━━━ Given data
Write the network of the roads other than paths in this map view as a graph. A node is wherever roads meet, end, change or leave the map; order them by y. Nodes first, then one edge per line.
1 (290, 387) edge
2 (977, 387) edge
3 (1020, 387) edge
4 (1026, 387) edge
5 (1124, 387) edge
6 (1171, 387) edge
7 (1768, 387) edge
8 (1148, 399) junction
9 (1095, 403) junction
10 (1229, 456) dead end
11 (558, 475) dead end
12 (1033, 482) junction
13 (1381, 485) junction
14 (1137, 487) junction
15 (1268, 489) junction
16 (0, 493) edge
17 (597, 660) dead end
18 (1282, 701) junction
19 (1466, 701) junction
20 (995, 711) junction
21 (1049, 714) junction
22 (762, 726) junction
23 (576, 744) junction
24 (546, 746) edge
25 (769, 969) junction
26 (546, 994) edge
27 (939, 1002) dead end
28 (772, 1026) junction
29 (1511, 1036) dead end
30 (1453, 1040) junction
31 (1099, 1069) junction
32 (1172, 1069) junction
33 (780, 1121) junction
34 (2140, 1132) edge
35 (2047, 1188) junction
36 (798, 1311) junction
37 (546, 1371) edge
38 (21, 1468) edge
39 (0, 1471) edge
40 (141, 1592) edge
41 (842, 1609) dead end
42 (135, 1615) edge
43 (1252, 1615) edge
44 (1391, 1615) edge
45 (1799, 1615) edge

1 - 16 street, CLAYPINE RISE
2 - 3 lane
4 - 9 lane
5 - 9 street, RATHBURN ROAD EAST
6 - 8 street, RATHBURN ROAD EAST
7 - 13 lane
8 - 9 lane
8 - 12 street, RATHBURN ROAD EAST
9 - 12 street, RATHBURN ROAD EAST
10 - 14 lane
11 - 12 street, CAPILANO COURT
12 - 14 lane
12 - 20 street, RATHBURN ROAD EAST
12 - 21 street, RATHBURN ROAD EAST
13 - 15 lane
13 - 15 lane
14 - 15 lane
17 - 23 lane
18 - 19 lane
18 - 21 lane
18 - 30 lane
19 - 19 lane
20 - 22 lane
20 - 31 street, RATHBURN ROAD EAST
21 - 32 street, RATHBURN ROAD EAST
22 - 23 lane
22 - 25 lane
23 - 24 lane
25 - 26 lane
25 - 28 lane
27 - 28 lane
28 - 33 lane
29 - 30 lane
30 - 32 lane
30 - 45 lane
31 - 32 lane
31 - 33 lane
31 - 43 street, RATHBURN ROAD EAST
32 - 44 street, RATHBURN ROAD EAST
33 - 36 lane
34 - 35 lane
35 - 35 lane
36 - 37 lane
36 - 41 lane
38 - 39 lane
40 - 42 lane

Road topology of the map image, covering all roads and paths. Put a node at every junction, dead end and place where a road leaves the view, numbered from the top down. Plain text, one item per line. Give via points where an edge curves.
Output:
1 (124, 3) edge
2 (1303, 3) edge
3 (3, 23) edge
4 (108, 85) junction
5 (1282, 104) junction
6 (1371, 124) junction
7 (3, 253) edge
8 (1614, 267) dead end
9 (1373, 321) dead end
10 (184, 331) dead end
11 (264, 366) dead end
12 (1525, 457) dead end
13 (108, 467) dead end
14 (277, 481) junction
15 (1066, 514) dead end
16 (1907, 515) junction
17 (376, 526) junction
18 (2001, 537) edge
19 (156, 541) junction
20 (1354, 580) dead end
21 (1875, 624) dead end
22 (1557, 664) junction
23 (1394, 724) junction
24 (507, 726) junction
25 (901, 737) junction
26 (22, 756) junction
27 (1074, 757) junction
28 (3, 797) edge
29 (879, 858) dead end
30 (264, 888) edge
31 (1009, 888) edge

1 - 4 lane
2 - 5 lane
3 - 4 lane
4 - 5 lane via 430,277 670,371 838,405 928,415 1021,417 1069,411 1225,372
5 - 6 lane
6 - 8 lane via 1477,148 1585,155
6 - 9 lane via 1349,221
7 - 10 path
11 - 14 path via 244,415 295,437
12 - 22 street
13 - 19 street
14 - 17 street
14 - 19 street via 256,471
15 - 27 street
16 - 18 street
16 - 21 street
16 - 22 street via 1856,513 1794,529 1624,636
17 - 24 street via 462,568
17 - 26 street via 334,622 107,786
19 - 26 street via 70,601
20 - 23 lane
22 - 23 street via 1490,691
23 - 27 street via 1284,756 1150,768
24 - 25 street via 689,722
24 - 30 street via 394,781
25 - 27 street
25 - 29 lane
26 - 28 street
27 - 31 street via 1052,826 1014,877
━━━━━━
● Problem description: Examine each line of the records above and tally those with the string "paths". State the total alone.

● Solution below: 2